2/ Laci GREEN est une militante féministe américaine qui diffuse sur You tube des vidéos très populaires. Elle a tenté une expérience dont elle ne se remet pas, qui lui a valu de dures attaques de la part d’internautes appartenant comme elle aux “combattants pour la justice sociale”, engagés dans la défense des minorités ethniques et sexuelles. Elle a en effet décidé de s’extraire des cercles qu’elle fréquente en ligne pour débattre avec Blaire White une you-Tubeuse controversée ouvertement antiféministe. Laci Green a annoncé vouloir poursuivre ce type d’échanges avec d’autres “combattants”. A ses yeux la confrontation des idées est bénéfique et propice au développement d’une réflexion critique sur le féminisme. Mais jamais elle n’aurait imaginé provoquer une telle polémique. Pour de nombreux militants et sympathisants de la cause des femmes, dialoguer avec cette opposition est nuisible et dangereux. Laci Green est accusée de fraterniser avec l’ennemi et de légitimer ses arguments.

Choquée par la violence des réactions, elle poste une nouvelle vidéo intitulée “Prise entre les extrêmes” pour répondre à ses détracteurs. L’ampleur et la violence des interventions, éveille chez elle un questionnement profond sur l’état et la nature du débat en ligne. Pour elle, cette violence et la promotion exclusive d’un certain discours illustrent la polarisation des idées sur le Net Après cet incident elle a constaté que de nombreux internautes refusaient la diversité des points de vue, allant jusqu’à bloquer les tweets auxquels ils s’opposent.

            Ces deux exemples mettent en lumière le même phénomène paradoxal. Là où la technologie permet comme jamais auparavant communication, ouverture et  curiosité, débats, se manifestent en fait l’enfermement sur soi ou sur le groupe, le refus agressif d’échanger avec qui ne pense pas comme vous. On parle même d’une ère de post vérité dans laquelle l’affectif l’emporterait sur les faits, favorisant ainsi le développement des populismes. (3)

Que faire?

            Doit-on et peut-on combattre ou du moins encadrer ces manifestations d’intolérance et de haine?             Les grandes sociétés informatiques et notamment les GAFA ont pris conscience de ces dérives. Toutes ont créé des comités d’éthique chargés de contrôler les excès et les manifestations haineuses. Rendre la discussion de nouveau possible était d’ailleurs au cœur du manifeste publié en février 2017 par Marc Zuckerberg, le fondateur de Facebook, qui multiplie depuis le début de l’année les appels à « recréer de la communauté » Il précise : « Nous avons commis des erreurs en modérant des messages qui n’auraient pas dû l’être et en laissant en ligne des posts qui auraient dû être modérés. »

Alors Facebook expérimente : mise à contribution de l’intelligence artificielle, changements de règles, efforts de transparence.
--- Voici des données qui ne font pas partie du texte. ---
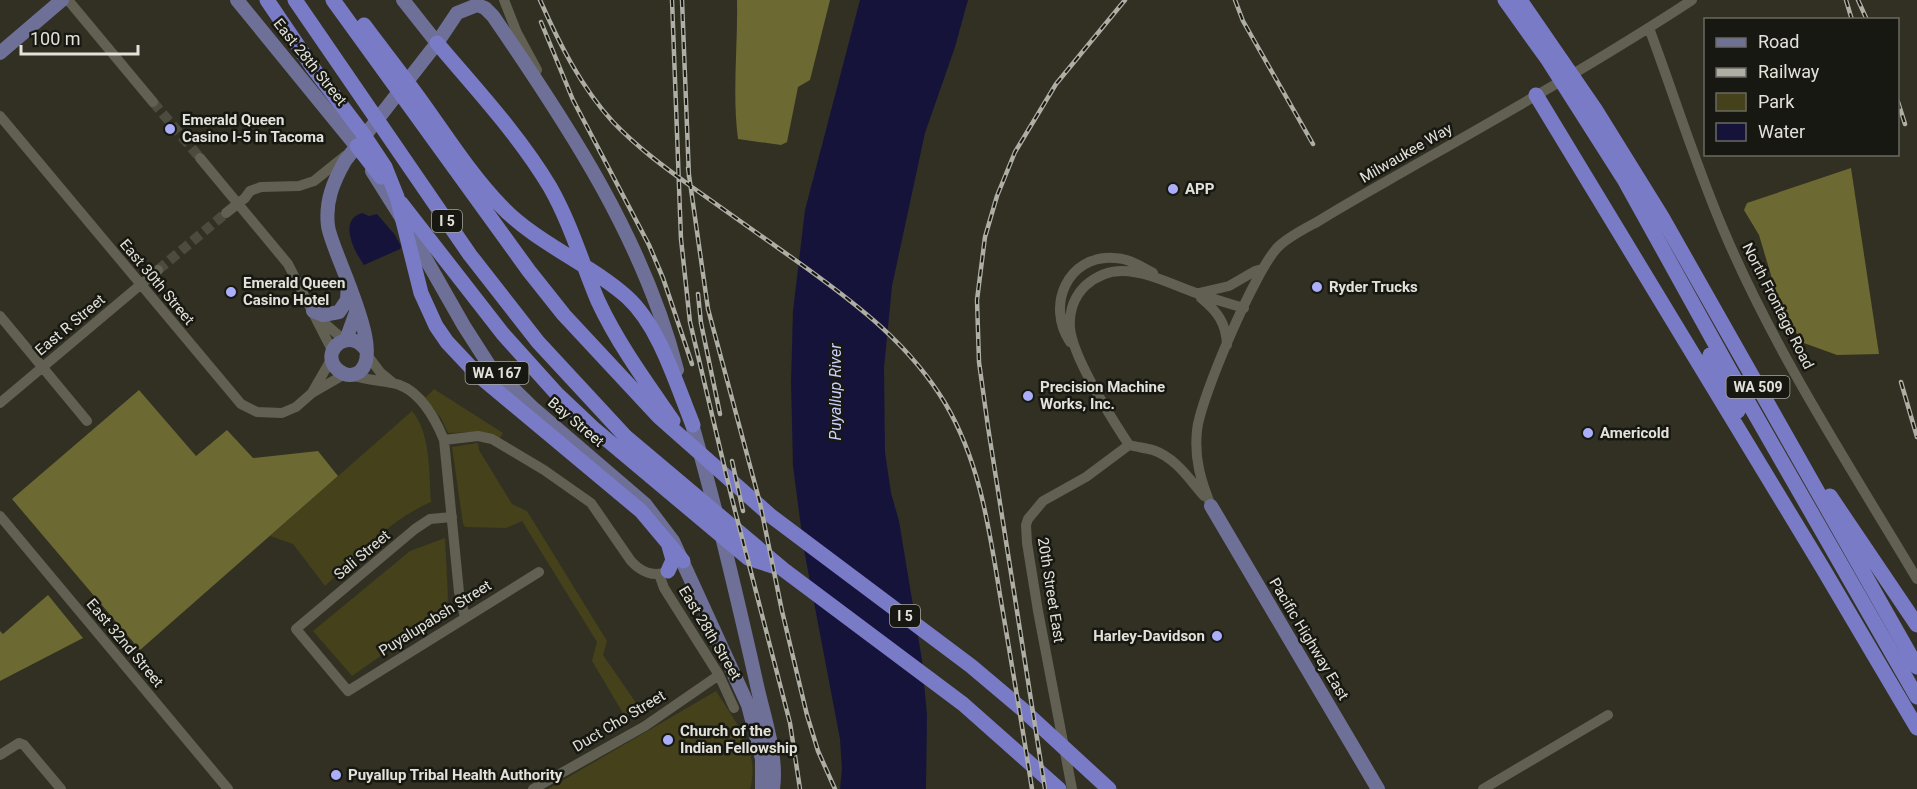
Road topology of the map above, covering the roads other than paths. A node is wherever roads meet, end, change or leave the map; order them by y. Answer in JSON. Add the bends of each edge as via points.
{"nodes":[{"id":1,"x":62,"y":0,"type":"edge"},
{"id":2,"x":68,"y":0,"type":"edge"},
{"id":3,"x":237,"y":0,"type":"edge"},
{"id":4,"x":267,"y":0,"type":"edge"},
{"id":5,"x":295,"y":0,"type":"edge"},
{"id":6,"x":333,"y":0,"type":"edge"},
{"id":7,"x":345,"y":0,"type":"edge"},
{"id":8,"x":403,"y":0,"type":"edge"},
{"id":9,"x":504,"y":0,"type":"edge"},
{"id":10,"x":1504,"y":0,"type":"edge"},
{"id":11,"x":1520,"y":0,"type":"edge"},
{"id":12,"x":1692,"y":0,"type":"edge"},
{"id":13,"x":413,"y":12,"type":"junction"},
{"id":14,"x":457,"y":12,"type":"edge"},
{"id":15,"x":1649,"y":28,"type":"junction"},
{"id":16,"x":437,"y":43,"type":"junction"},
{"id":17,"x":0,"y":53,"type":"edge"},
{"id":18,"x":1553,"y":57,"type":"junction"},
{"id":19,"x":391,"y":71,"type":"junction"},
{"id":20,"x":1536,"y":95,"type":"junction"},
{"id":21,"x":153,"y":102,"type":"tunnel mouth"},
{"id":22,"x":417,"y":105,"type":"junction"},
{"id":23,"x":1590,"y":113,"type":"junction"},
{"id":24,"x":0,"y":116,"type":"edge"},
{"id":25,"x":569,"y":128,"type":"junction"},
{"id":26,"x":357,"y":146,"type":"junction"},
{"id":27,"x":200,"y":158,"type":"tunnel mouth"},
{"id":28,"x":1624,"y":181,"type":"junction"},
{"id":29,"x":242,"y":201,"type":"junction"},
{"id":30,"x":226,"y":213,"type":"tunnel mouth"},
{"id":31,"x":1262,"y":269,"type":"junction"},
{"id":32,"x":158,"y":270,"type":"tunnel mouth"},
{"id":33,"x":347,"y":279,"type":"junction"},
{"id":34,"x":1172,"y":284,"type":"junction"},
{"id":35,"x":140,"y":285,"type":"junction"},
{"id":36,"x":1197,"y":293,"type":"junction"},
{"id":37,"x":356,"y":302,"type":"junction"},
{"id":38,"x":1244,"y":308,"type":"junction"},
{"id":39,"x":313,"y":311,"type":"junction"},
{"id":40,"x":0,"y":316,"type":"edge"},
{"id":41,"x":1722,"y":324,"type":"junction"},
{"id":42,"x":345,"y":340,"type":"junction"},
{"id":43,"x":1227,"y":346,"type":"junction"},
{"id":44,"x":1076,"y":349,"type":"junction"},
{"id":45,"x":367,"y":353,"type":"junction"},
{"id":46,"x":332,"y":355,"type":"junction"},
{"id":47,"x":43,"y":368,"type":"junction"},
{"id":48,"x":348,"y":375,"type":"junction"},
{"id":49,"x":393,"y":382,"type":"junction"},
{"id":50,"x":312,"y":393,"type":"junction"},
{"id":51,"x":0,"y":403,"type":"edge"},
{"id":52,"x":87,"y":421,"type":"dead end"},
{"id":53,"x":693,"y":425,"type":"junction"},
{"id":54,"x":444,"y":440,"type":"junction"},
{"id":55,"x":1129,"y":445,"type":"junction"},
{"id":56,"x":694,"y":450,"type":"junction"},
{"id":57,"x":1211,"y":506,"type":"junction"},
{"id":58,"x":0,"y":516,"type":"edge"},
{"id":59,"x":452,"y":517,"type":"junction"},
{"id":60,"x":665,"y":538,"type":"junction"},
{"id":61,"x":683,"y":561,"type":"junction"},
{"id":62,"x":1822,"y":567,"type":"junction"},
{"id":63,"x":784,"y":570,"type":"junction"},
{"id":64,"x":539,"y":572,"type":"dead end"},
{"id":65,"x":664,"y":572,"type":"junction"},
{"id":66,"x":691,"y":578,"type":"junction"},
{"id":67,"x":1917,"y":579,"type":"edge"},
{"id":68,"x":465,"y":617,"type":"junction"},
{"id":69,"x":1917,"y":625,"type":"edge"},
{"id":70,"x":1917,"y":668,"type":"edge"},
{"id":71,"x":719,"y":675,"type":"junction"},
{"id":72,"x":348,"y":691,"type":"joint"},
{"id":73,"x":1917,"y":697,"type":"edge"},
{"id":74,"x":734,"y":708,"type":"dead end"},
{"id":75,"x":1608,"y":716,"type":"dead end"},
{"id":76,"x":1917,"y":728,"type":"edge"},
{"id":77,"x":0,"y":755,"type":"edge"},
{"id":78,"x":61,"y":789,"type":"edge"},
{"id":79,"x":228,"y":789,"type":"edge"},
{"id":80,"x":533,"y":789,"type":"edge"},
{"id":81,"x":762,"y":789,"type":"edge"},
{"id":82,"x":773,"y":789,"type":"edge"},
{"id":83,"x":1059,"y":789,"type":"edge"},
{"id":84,"x":1072,"y":789,"type":"edge"},
{"id":85,"x":1109,"y":789,"type":"edge"},
{"id":86,"x":1378,"y":789,"type":"edge"},
{"id":87,"x":1483,"y":789,"type":"edge"}],
"edges":[{"from":1,"to":17,"type":"main road"},
{"from":2,"to":21,"type":"street"},
{"from":3,"to":26,"type":"main road","name":"East 28th Street"},
{"from":4,"to":60,"type":"highway","via":[[375,151],[392,183],[416,277],[447,342],[478,375],[641,510]]},
{"from":5,"to":63,"type":"highway","number":"I 5","via":[[470,255],[538,342],[626,438]]},
{"from":6,"to":19,"type":"highway"},
{"from":7,"to":19,"type":"highway"},
{"from":8,"to":13,"type":"main road"},
{"from":9,"to":25,"type":"street","via":[[526,52]]},
{"from":10,"to":18,"type":"highway","number":"WA 509"},
{"from":11,"to":18,"type":"highway","number":"WA 509"},
{"from":12,"to":15,"type":"street","name":"Milwaukee Way"},
{"from":13,"to":14,"type":"main road","via":[[431,23],[443,24]]},
{"from":13,"to":16,"type":"main road"},
{"from":14,"to":16,"type":"main road"},
{"from":14,"to":25,"type":"main road","via":[[474,6],[485,8]]},
{"from":15,"to":20,"type":"street","name":"Milwaukee Way"},
{"from":15,"to":67,"type":"street","name":"North Frontage Road","via":[[1706,187],[1754,295],[1802,385]]},
{"from":16,"to":26,"type":"main road"},
{"from":16,"to":56,"type":"highway","via":[[524,148],[549,187],[574,237],[597,299],[623,348]]},
{"from":18,"to":23,"type":"highway","number":"WA 509"},
{"from":19,"to":22,"type":"highway"},
{"from":20,"to":31,"type":"street","name":"Milwaukee Way","via":[[1288,240]]},
{"from":20,"to":62,"type":"highway"},
{"from":22,"to":53,"type":"highway","via":[[504,209],[636,306],[661,348]]},
{"from":22,"to":56,"type":"highway","number":"I 5","via":[[529,271],[564,315]]},
{"from":23,"to":28,"type":"highway","number":"WA 509"},
{"from":23,"to":41,"type":"highway","number":"WA 509","via":[[1662,217]]},
{"from":24,"to":35,"type":"street","name":"East 30th Street"},
{"from":25,"to":53,"type":"main road","via":[[649,284]]},
{"from":26,"to":29,"type":"street","via":[[314,181],[270,188]]},
{"from":26,"to":33,"type":"main road","via":[[334,180],[327,212],[331,240]]},
{"from":26,"to":61,"type":"main road","name":"Bay Street","number":"WA 167","via":[[489,365],[645,504]]},
{"from":26,"to":63,"type":"highway","via":[[485,312],[564,401],[748,558]]},
{"from":27,"to":29,"type":"street"},
{"from":28,"to":62,"type":"highway","via":[[1749,433]]},
{"from":28,"to":73,"type":"highway","number":"WA 509"},
{"from":29,"to":30,"type":"street"},
{"from":29,"to":39,"type":"street","via":[[288,264]]},
{"from":31,"to":36,"type":"street","via":[[1222,289]]},
{"from":31,"to":38,"type":"street","name":"Milwaukee Way"},
{"from":32,"to":35,"type":"street","name":"East R Street"},
{"from":33,"to":37,"type":"main road"},
{"from":33,"to":39,"type":"main road","via":[[347,300],[342,310],[330,315]]},
{"from":34,"to":36,"type":"street"},
{"from":34,"to":44,"type":"street","via":[[1124,271],[1095,278],[1072,307],[1070,330]]},
{"from":34,"to":44,"type":"street","via":[[1121,258],[1104,258],[1082,267],[1063,289],[1059,308],[1063,329]]},
{"from":35,"to":47,"type":"street","name":"East R Street"},
{"from":35,"to":50,"type":"street","name":"East 30th Street","via":[[241,404],[257,412],[282,413]]},
{"from":36,"to":38,"type":"street"},
{"from":36,"to":43,"type":"street","via":[[1222,320]]},
{"from":37,"to":42,"type":"main road"},
{"from":37,"to":45,"type":"main road"},
{"from":38,"to":43,"type":"street","name":"Milwaukee Way"},
{"from":39,"to":42,"type":"street"},
{"from":39,"to":46,"type":"street"},
{"from":40,"to":47,"type":"street"},
{"from":41,"to":69,"type":"highway"},
{"from":41,"to":70,"type":"highway","number":"WA 509"},
{"from":42,"to":45,"type":"main road","via":[[360,342]]},
{"from":42,"to":46,"type":"main road"},
{"from":43,"to":57,"type":"street","name":"Milwaukee Way","via":[[1197,429],[1196,459]]},
{"from":44,"to":55,"type":"street"},
{"from":45,"to":48,"type":"main road","via":[[362,371]]},
{"from":45,"to":49,"type":"street","via":[[380,372]]},
{"from":46,"to":48,"type":"main road","via":[[336,368]]},
{"from":46,"to":50,"type":"street","name":"East 30th Street"},
{"from":47,"to":51,"type":"street","name":"East R Street"},
{"from":47,"to":52,"type":"street"},
{"from":48,"to":49,"type":"street"},
{"from":48,"to":50,"type":"street","name":"East 30th Street"},
{"from":49,"to":54,"type":"street","via":[[424,405]]},
{"from":53,"to":82,"type":"main road","via":[[745,630],[771,751]]},
{"from":54,"to":59,"type":"street"},
{"from":54,"to":65,"type":"street","via":[[478,436],[492,439],[518,454],[591,503],[634,564],[644,572]]},
{"from":55,"to":57,"type":"street","via":[[1153,450],[1170,459]]},
{"from":55,"to":84,"type":"street","name":"20th Street East","via":[[1086,477],[1043,501],[1026,525]]},
{"from":56,"to":85,"type":"highway","number":"I 5","via":[[771,516],[971,666]]},
{"from":57,"to":86,"type":"main road","name":"Pacific Highway East"},
{"from":58,"to":79,"type":"street","name":"East 32nd Street"},
{"from":59,"to":68,"type":"street"},
{"from":59,"to":72,"type":"street","name":"Sali Street","via":[[430,519],[416,529],[296,629]]},
{"from":60,"to":61,"type":"highway"},
{"from":60,"to":65,"type":"highway","via":[[673,563]]},
{"from":61,"to":66,"type":"main road","name":"Bay Street","number":"WA 167"},
{"from":62,"to":76,"type":"highway"},
{"from":63,"to":83,"type":"highway","number":"I 5","via":[[963,704]]},
{"from":64,"to":68,"type":"street","name":"Puyalupabsh Street"},
{"from":65,"to":66,"type":"main road","via":[[680,570]]},
{"from":65,"to":71,"type":"street","name":"East 28th Street","via":[[664,588]]},
{"from":66,"to":81,"type":"main road","name":"Bay Street","number":"WA 167","via":[[748,705],[762,759]]},
{"from":68,"to":72,"type":"street","name":"Puyalupabsh Street"},
{"from":71,"to":74,"type":"street","name":"East 28th Street"},
{"from":71,"to":80,"type":"street","name":"Duct Cho Street","via":[[645,726]]},
{"from":75,"to":87,"type":"street"},
{"from":77,"to":78,"type":"street","via":[[19,743],[24,745]]}]}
Les réseaux sociaux ont un moyen d’intervenir, la modération, dont Wilkipédia donne la définition suivante : “La modération d’informations consiste à accepter, déplacer vers une rubrique plus appropriée ou refuser intégralement ou partiellement la publication d’une information ou d’un commentaire déposé par un utilisateur sur un site Web ou dans un forum. Le responsable de cette opération est appelé modérateur.”

Et l’effet est évident. Un an après avoir adopté un code de conduite pour lutter contre les discours haineux en ligne, les grandes plates-formes numériques étaient testées par Bruxelles. Résultats: 59% des contenus signalés ont été retirés, dont la moitié sous 24H. Un ton plus dur des autorités publiques, un discours alarmistes des consommateurs, une nouvelle prise de conscience des acteurs d’Internet, on sent quelques progrès. Mais on est encore loin du compte! Car il existe toujours des internautes insultés, des personnalités publiques diffamées, des adolescents harcelés, des communautés stigmatisées. Et au-delà de Facebook, You Tube ou Twitter, c’est aujourd’hui l’ensemble des acteurs bénéficiant d’un espace d’expression sur Internet – un forum, un blog, une page Facebook publique - qui est concerné.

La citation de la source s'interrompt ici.